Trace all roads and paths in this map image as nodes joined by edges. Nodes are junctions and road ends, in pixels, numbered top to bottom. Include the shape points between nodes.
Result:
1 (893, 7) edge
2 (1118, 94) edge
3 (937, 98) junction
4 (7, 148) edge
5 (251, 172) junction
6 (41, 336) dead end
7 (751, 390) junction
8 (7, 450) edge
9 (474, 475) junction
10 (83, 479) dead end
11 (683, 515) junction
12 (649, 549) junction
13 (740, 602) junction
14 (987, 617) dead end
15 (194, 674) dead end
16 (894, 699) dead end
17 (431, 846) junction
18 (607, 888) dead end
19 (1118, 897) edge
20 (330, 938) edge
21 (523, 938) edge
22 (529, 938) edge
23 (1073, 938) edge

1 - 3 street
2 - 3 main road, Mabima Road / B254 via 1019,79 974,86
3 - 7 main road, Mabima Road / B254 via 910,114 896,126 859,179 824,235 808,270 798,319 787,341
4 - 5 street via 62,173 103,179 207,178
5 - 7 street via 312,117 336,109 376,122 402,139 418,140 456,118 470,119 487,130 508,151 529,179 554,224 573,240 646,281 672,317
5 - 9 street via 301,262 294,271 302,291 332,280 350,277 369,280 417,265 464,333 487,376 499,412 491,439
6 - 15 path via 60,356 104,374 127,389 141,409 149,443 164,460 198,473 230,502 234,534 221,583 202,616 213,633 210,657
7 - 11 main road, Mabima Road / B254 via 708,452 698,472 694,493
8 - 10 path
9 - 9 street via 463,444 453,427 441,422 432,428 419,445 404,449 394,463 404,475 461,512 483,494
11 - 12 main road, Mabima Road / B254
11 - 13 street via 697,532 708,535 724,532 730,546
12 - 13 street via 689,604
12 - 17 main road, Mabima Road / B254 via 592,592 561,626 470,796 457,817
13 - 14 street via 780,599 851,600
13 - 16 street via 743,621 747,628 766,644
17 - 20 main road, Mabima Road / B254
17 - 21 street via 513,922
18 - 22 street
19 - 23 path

______

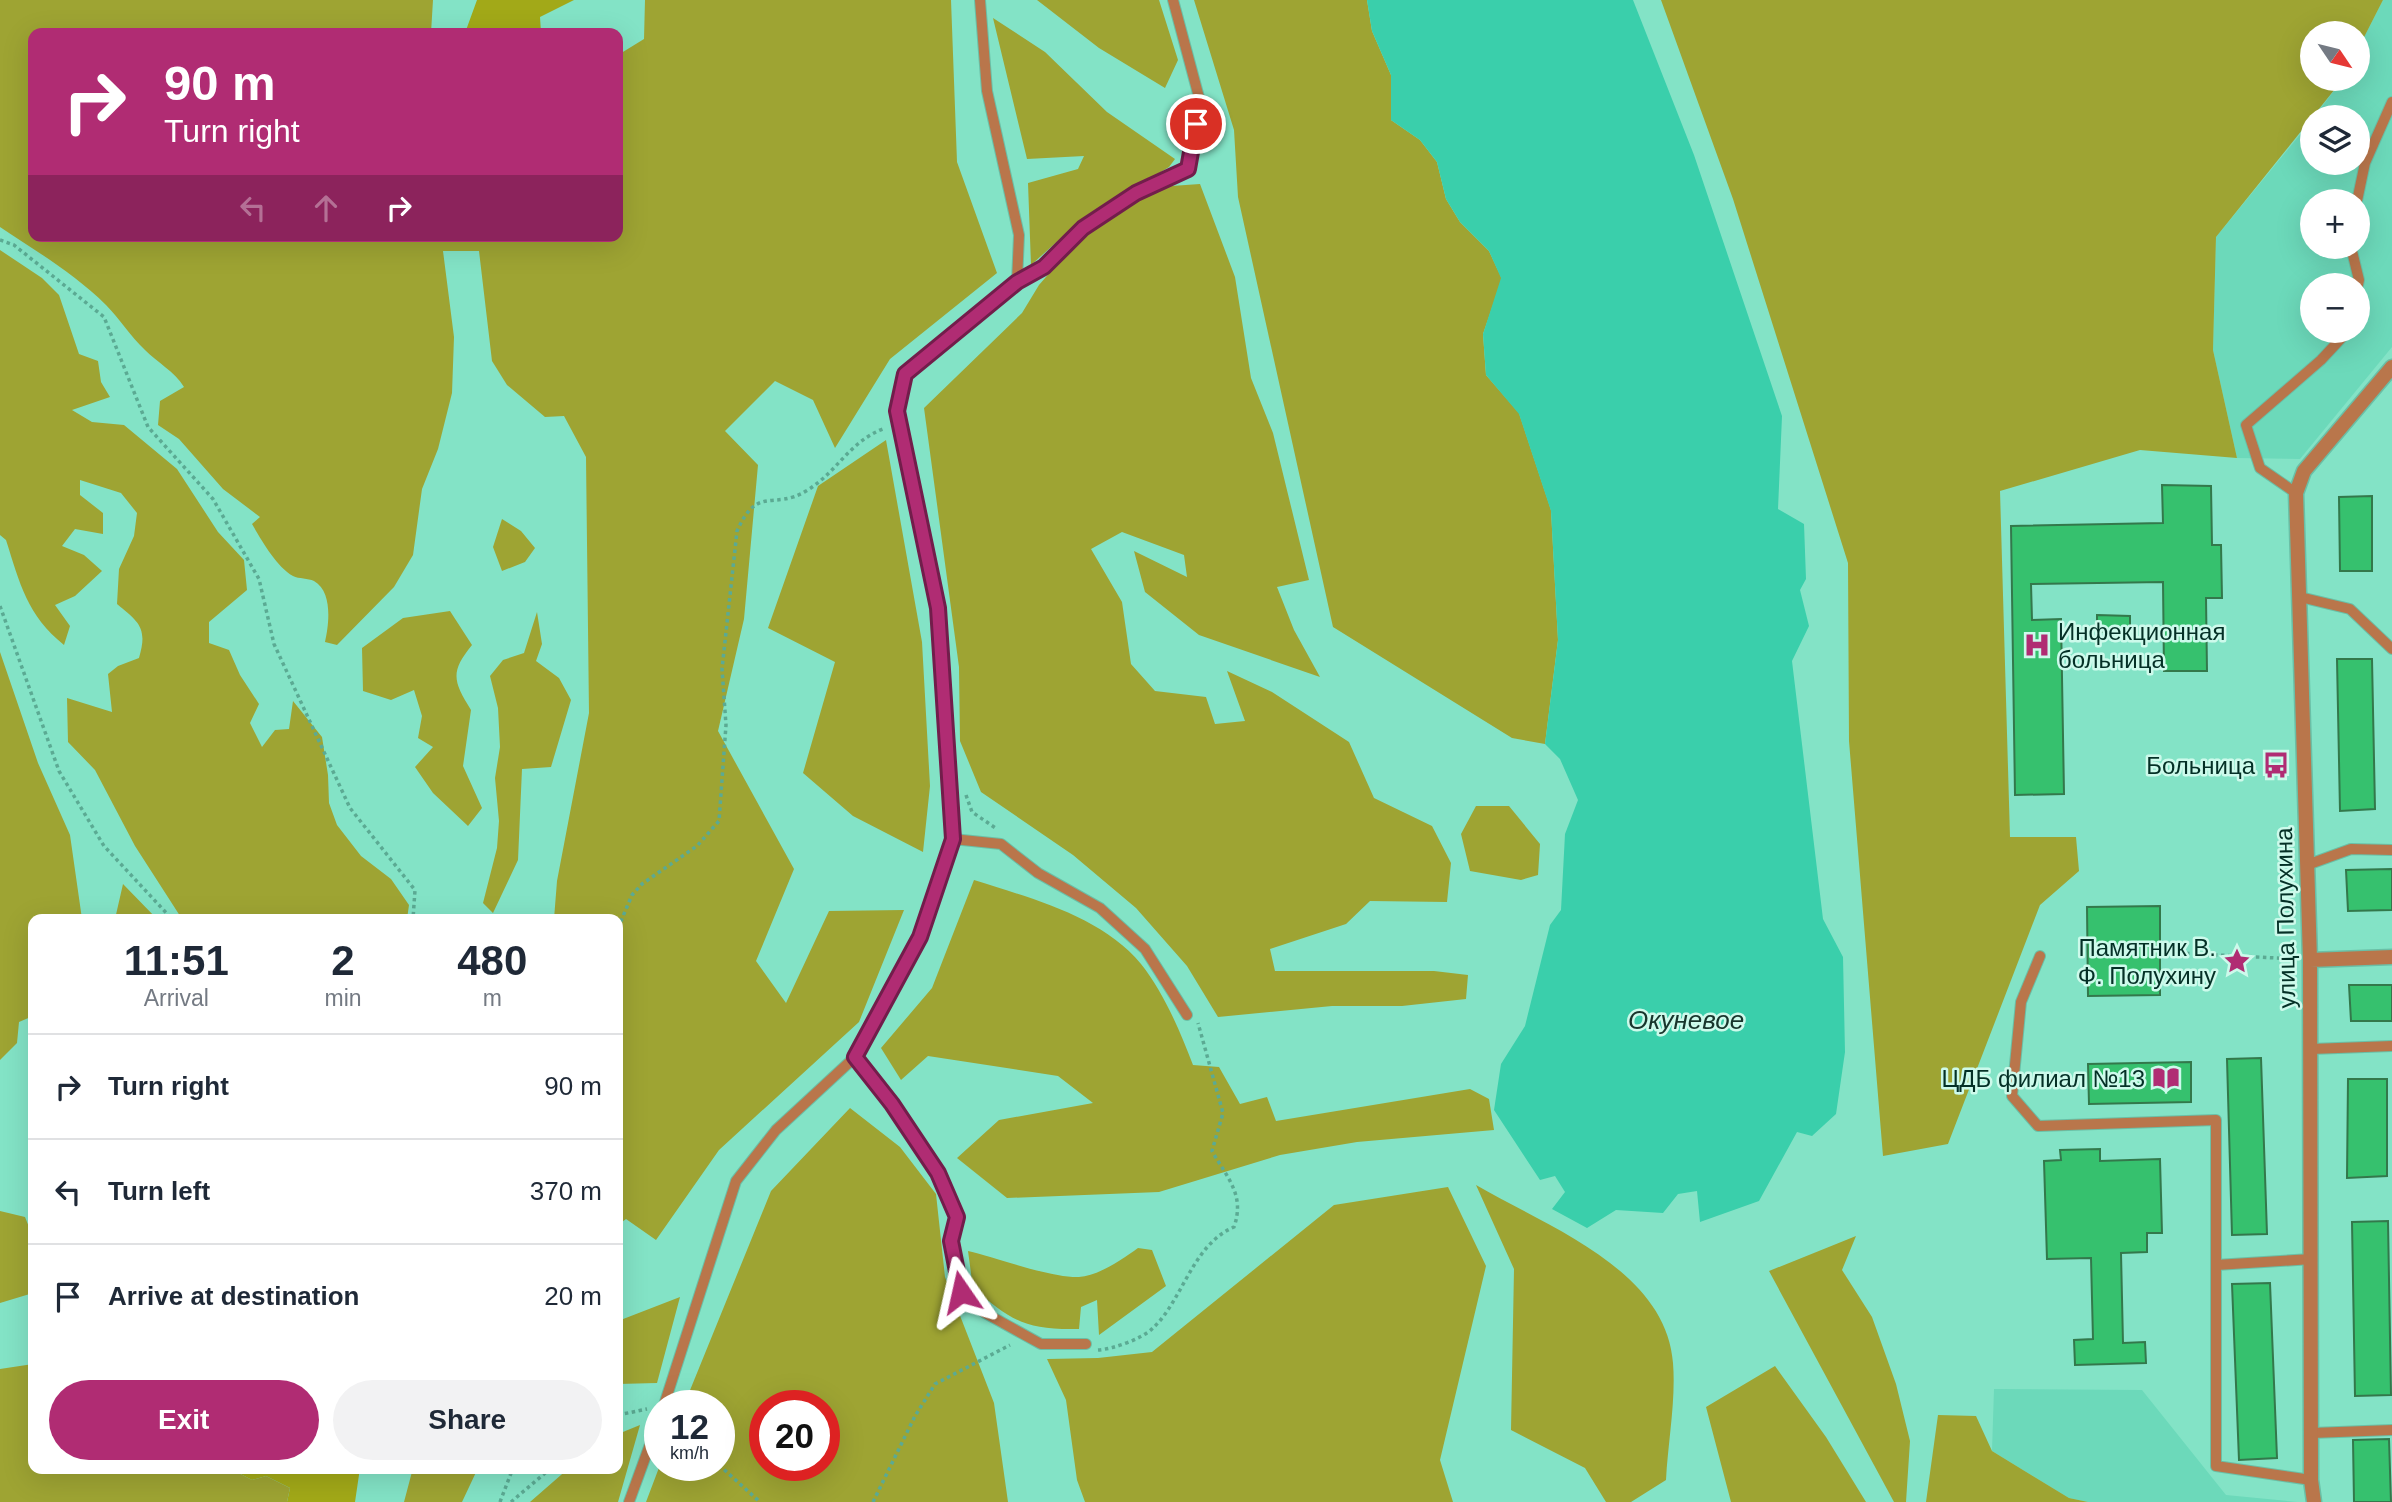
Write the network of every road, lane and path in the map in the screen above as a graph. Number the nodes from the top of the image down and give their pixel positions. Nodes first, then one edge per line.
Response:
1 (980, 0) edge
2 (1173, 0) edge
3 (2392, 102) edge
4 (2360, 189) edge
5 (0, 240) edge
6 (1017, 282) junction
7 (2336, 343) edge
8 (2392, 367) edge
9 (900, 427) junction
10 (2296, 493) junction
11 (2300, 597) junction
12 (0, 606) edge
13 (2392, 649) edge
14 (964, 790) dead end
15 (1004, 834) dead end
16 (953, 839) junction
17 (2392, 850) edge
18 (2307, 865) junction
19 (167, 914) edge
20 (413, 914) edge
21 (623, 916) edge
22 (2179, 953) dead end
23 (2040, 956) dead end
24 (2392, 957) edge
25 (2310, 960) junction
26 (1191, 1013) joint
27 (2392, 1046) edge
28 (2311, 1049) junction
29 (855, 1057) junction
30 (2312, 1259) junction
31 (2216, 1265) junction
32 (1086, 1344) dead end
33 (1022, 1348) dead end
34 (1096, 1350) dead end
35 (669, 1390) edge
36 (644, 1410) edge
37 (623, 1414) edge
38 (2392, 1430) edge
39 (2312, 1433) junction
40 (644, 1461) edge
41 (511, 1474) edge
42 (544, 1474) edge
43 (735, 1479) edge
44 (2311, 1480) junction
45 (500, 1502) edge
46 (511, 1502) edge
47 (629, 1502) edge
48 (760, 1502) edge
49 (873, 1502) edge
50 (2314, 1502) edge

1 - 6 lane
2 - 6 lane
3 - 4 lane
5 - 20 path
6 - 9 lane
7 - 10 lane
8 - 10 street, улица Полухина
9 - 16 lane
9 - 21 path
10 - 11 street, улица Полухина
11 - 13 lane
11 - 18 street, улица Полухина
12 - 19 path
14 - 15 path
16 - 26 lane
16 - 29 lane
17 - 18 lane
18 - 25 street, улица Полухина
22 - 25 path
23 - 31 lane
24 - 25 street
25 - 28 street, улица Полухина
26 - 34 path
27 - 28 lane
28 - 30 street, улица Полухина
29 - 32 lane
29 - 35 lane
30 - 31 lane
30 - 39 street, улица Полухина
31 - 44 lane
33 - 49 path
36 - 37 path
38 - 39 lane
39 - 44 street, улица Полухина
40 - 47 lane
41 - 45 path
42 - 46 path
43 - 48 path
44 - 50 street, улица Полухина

______

Find the lines above that contain the word "Mabima" and collect them.

Result below:
2 - 3 main road, Mabima Road / B254 via 1019,79 974,86
3 - 7 main road, Mabima Road / B254 via 910,114 896,126 859,179 824,235 808,270 798,319 787,341
7 - 11 main road, Mabima Road / B254 via 708,452 698,472 694,493
11 - 12 main road, Mabima Road / B254
12 - 17 main road, Mabima Road / B254 via 592,592 561,626 470,796 457,817
17 - 20 main road, Mabima Road / B254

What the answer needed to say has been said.